Nos 800 anos após sua morte, ninguém descobriu a tumba de Genghis Khan.
Tabu local
Expedições lideradas por estrangeiros procuraram a tumba por meio de textos históricos, percorrendo o território e até a partir do espaço – o projeto “Vale dos Khans” do canal National Geographic, chegou a usar imagens de satélite em uma enorme caça pelo local.
Mas a maior parte do interesse em achá-lo é internacional – os mongóis não querem a descoberta.
Não que Genghis Khan não seja importante em sua terra natal – na verdade, trata-se do oposto. Seu rosto estampa desde a moeda local até garrafas de vodca, e ele provavelmente nunca esteve tão popular desde sua morte, em 1227.

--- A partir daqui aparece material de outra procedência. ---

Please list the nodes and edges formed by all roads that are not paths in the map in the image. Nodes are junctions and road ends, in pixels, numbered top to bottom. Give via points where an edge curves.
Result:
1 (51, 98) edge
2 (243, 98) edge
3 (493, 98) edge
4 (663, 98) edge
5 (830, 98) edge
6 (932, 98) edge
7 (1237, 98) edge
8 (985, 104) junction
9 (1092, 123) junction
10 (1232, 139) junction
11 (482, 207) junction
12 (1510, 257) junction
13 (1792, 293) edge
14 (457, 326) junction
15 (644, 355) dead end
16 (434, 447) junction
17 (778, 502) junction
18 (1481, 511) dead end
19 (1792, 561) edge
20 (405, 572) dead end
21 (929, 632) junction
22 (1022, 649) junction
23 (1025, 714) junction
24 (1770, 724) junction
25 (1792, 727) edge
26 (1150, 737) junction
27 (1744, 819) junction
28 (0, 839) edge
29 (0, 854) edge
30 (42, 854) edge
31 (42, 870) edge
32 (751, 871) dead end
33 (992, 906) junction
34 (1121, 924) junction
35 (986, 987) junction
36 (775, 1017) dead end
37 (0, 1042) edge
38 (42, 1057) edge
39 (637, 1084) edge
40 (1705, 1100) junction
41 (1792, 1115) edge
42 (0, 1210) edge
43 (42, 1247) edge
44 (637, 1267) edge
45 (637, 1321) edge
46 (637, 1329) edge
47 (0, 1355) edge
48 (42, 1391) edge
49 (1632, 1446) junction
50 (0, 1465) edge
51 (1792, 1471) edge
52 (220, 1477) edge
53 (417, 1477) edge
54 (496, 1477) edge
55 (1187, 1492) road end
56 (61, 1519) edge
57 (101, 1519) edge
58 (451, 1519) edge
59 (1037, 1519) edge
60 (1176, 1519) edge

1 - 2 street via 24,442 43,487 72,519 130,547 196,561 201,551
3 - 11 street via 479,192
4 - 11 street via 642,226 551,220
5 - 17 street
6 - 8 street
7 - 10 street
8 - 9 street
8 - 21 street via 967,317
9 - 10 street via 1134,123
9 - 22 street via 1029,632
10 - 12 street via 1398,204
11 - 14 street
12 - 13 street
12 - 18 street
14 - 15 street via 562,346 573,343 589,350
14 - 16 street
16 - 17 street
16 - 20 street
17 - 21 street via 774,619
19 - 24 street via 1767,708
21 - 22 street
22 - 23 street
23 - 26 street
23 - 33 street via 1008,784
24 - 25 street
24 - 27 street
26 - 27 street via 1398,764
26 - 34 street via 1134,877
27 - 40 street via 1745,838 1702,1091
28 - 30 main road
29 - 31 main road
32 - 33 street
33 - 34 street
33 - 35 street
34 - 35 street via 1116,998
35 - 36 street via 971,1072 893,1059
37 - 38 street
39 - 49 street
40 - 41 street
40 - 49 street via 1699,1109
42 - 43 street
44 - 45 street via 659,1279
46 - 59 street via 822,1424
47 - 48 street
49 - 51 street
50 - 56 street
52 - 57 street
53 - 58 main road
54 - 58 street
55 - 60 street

Então pode ser difícil para os estrangeiros entenderem por que é um tabu procurar sua tumba.
A relutância é muitas vezes romantizada pela imprensa internacional como uma maldição, uma crença de que o mundo irá acabar se a tumba for descoberta.
Isso repete a lenda de Tamarlane, um rei turco-mongol do século 14 cuja tumba foi aberta em 1941 por arqueólogos soviéticos. Imediatamente depois disso, os soldados nazistas invadiram a União Soviética, iniciando a frente oriental da Segunda Guerra Mundial. Pessoas supersticiosas podem achar que exista uma relação de causa e efeito ali.
Mas Uelun, minha tradutora, não acreditava em nada disso. Sendo uma jovem mongol com um diploma em Relações Internacionais pela Universidade de Buryat em Ulan-Ude (Rússia), ela não parecia supersticiosa. Na sua opinião, é uma questão de respeito. Genghis Khan não queria ser descoberto.
“Eles fizeram todo aquele esforço para esconder a tumba”, diz ela. Abri-la agora violaria seu desejo.
Esse era um sentimento comum. A Mongólia é um país de tradições antigas e de muito orgulho. Muitas famílias penduram tapeçarias com o rosto do “Grande Khan”. Alguns se identificam como os “descendentes dourados”, ligando sua descendência à família real.
O guerreiro continua um ícone poderoso por toda a Mongólia.
A busca pela tumba
Em meio a pressões culturais para honrar o desejo de Genghis Khan de ter uma morte secreta, há uma série de problemas técnicos na busca pela tumba. A Mongólia é enorme e pouco desenvolvida – mais de sete vezes o tamanho da Grã-Bretanha com apenas 2% de suas estradas.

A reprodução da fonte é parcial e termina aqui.